#### EXERCISE DETAILS:
If a line in the records below contains the word "dead", return that line.
*** Opening of DATASET ENTRIES ***
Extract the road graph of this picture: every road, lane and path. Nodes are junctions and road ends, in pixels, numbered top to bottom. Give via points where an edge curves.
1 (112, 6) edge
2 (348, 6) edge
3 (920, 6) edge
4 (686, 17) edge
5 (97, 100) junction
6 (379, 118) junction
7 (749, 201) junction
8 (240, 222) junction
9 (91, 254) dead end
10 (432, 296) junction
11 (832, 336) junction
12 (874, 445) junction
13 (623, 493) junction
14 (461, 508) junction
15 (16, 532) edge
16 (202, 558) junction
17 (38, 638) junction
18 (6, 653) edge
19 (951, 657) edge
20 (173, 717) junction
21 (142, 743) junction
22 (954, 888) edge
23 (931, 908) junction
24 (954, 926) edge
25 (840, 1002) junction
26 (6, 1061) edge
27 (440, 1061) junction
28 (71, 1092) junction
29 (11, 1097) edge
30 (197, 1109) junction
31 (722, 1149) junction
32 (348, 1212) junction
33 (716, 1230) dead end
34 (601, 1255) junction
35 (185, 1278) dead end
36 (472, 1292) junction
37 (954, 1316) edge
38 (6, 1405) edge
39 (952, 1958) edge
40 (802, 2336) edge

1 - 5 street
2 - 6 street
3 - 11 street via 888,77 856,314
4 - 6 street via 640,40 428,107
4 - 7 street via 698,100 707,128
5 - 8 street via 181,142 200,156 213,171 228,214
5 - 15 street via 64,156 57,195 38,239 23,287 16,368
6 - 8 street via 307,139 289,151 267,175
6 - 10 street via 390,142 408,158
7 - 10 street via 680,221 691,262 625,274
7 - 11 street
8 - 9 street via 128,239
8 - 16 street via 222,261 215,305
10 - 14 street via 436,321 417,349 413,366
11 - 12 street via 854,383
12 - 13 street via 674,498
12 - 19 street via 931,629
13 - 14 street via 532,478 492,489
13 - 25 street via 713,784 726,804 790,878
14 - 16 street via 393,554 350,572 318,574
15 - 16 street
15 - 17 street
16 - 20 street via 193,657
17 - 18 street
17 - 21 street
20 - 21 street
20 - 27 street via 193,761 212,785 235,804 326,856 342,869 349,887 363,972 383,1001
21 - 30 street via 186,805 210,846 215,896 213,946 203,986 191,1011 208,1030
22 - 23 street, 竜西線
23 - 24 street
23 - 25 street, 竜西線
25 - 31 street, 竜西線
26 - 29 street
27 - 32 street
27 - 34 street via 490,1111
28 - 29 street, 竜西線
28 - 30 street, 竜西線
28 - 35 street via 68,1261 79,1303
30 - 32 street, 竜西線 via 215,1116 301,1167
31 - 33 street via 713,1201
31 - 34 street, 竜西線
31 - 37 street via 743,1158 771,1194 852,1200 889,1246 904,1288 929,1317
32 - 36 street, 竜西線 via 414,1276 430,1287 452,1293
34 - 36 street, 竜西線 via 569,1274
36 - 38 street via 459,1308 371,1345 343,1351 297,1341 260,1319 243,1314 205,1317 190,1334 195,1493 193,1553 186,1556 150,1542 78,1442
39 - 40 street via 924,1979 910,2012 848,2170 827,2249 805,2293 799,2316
*** Close of DATASET ENTRIES ***
#### SOLUTION FOR THIS TASK:
9 (91, 254) dead end
33 (716, 1230) dead end
35 (185, 1278) dead end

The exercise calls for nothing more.